ABSTRACT Reading between the lines of what donors said at the Rome Replenishment meeting, it seems likely that some donors will match or exceed France's recent decision to double the rate at which it gives to the Fund, some will make more modest increases, and a few may make almost no increase. This suggests that the Fund will have great difficulty meeting its estimated total need of $7.1 billion for 2006-7, more than double the need for the previous two years.

Global Fund donor governments meeting in Rome last week for their second replenishment meeting moved closer towards specifying their pledges to the Fund for 2006-7.

As expected at this interim meeting, which comes between the March Stockholm meeting and the September London meeting, the donors said almost nothing concrete about the sums of money they were considering giving. However, a helpful start was made two weeks ago when President Chirac announced that France’s pledge for 2007 will be ā‚¬300 million (US$376 million), double the amount France gave in 2005. The pledge for 2006 will be for an amount, not yet determined, that is somewhere between the 2005 and 2007 levels.

Reading between the lines of what donors said at the Rome meeting, it seems likely that some donors will match or exceed France’s percentage increase, some will make more modest increases, and a few may make almost no increase.

This suggests that the Fund will have great difficulty meeting its estimated total need of $7.1 billion for 2006 plus 2007. Donors will collectively have to give at least twice as much in 2006-7 as they gave or have promised for 2004-5. The reason that the Fund’s needs are climbing so fast is that starting this year, money is needed not just for new grants but also for renewals of grants that have reached the end of their second year.

The final decisions will be made in various capitals during the next few weeks, and then announced at the third and last meeting of this replenishment cycle, to be held in London on September 5-6 under the chairmanship of UN Secretary General Kofi Annan.

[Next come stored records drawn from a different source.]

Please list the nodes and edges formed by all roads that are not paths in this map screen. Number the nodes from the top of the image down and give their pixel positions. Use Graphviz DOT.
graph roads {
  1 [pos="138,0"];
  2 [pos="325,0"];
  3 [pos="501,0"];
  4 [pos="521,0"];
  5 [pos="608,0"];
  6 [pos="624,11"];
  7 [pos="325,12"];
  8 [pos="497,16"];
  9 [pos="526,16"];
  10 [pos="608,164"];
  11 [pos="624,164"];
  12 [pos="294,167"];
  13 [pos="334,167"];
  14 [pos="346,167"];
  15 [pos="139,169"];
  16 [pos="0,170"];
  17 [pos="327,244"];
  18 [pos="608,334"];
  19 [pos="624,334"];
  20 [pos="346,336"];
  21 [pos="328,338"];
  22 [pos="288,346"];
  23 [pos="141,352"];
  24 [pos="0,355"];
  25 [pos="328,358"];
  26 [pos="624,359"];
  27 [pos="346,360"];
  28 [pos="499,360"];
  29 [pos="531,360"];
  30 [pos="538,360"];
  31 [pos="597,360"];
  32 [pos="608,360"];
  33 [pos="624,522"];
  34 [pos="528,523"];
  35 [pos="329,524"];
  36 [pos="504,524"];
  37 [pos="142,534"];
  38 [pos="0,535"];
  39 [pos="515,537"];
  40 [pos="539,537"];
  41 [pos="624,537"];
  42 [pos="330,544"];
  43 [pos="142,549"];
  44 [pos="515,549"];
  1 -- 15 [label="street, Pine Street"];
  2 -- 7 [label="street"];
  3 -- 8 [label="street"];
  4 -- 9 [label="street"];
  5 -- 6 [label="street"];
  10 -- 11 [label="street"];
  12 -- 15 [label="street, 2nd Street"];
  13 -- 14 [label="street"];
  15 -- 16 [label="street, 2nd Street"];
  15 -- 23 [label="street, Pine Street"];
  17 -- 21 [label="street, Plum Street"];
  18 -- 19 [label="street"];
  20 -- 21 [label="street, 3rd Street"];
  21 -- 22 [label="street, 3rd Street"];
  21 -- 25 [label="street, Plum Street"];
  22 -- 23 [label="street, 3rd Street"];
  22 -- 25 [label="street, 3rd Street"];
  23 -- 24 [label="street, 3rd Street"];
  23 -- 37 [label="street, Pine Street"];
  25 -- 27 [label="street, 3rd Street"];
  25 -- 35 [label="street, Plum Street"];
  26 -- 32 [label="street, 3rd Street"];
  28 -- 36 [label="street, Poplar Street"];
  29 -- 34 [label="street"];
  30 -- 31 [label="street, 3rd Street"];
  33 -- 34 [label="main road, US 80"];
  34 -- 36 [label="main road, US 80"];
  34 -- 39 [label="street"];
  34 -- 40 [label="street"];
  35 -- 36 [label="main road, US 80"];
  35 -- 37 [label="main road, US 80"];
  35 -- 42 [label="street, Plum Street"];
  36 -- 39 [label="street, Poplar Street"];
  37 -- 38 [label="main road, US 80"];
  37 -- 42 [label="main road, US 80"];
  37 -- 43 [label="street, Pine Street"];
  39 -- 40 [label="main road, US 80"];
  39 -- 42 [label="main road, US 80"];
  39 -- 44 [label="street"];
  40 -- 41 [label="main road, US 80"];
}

The majority of the Rome meeting was taken up with discussing the performance of Global Fund operations and grants, how this is measured, and how the Fund’s activities link to activities by other agencies. The Fund’s Secretariat had prepared a set of papers that provided detailed responses to queries asked by donors at the first replenishment meeting, held in Stockholm in March. Participants made almost no complaints about the work of the Secretariat. They did not formally accept the Fund’s estimates of future need, but they also did not criticize them. This might in part be because during the meeting, it was announced that a new UNAIDS-sponsored study had concluded that the global need for expenditure on AIDS (not TB or malaria) in low and middle-income countries will total $32.5 billion in 2006-7, many times the Fund’s $7.1 billion aspiration for those two years.

Although the official subject of the Rome meeting was pledges for 2006-7, there was also some discussion of the shortfall for 2005. As has been the case for some months, current pledges for 2005 are almost $700 million less than will be needed to cover renewals plus a $1 billion Round 5. If, as is likely, Round 5 actually costs more than $1 billion, the shortfall will be that much greater. Again, little was said in the way of specific promises for increasing 2005 pledges, though clearly there are hopes for pleasant surprises at the final meeting in September. The main underlying problem is that budgets for 2005 were set long ago, and most governments have little flexibility in this regard.

[Bernard Rivers, Editor of Global Fund Observer, was granted observer status at the closed meeting on condition that he did not report what was said by specific participants.]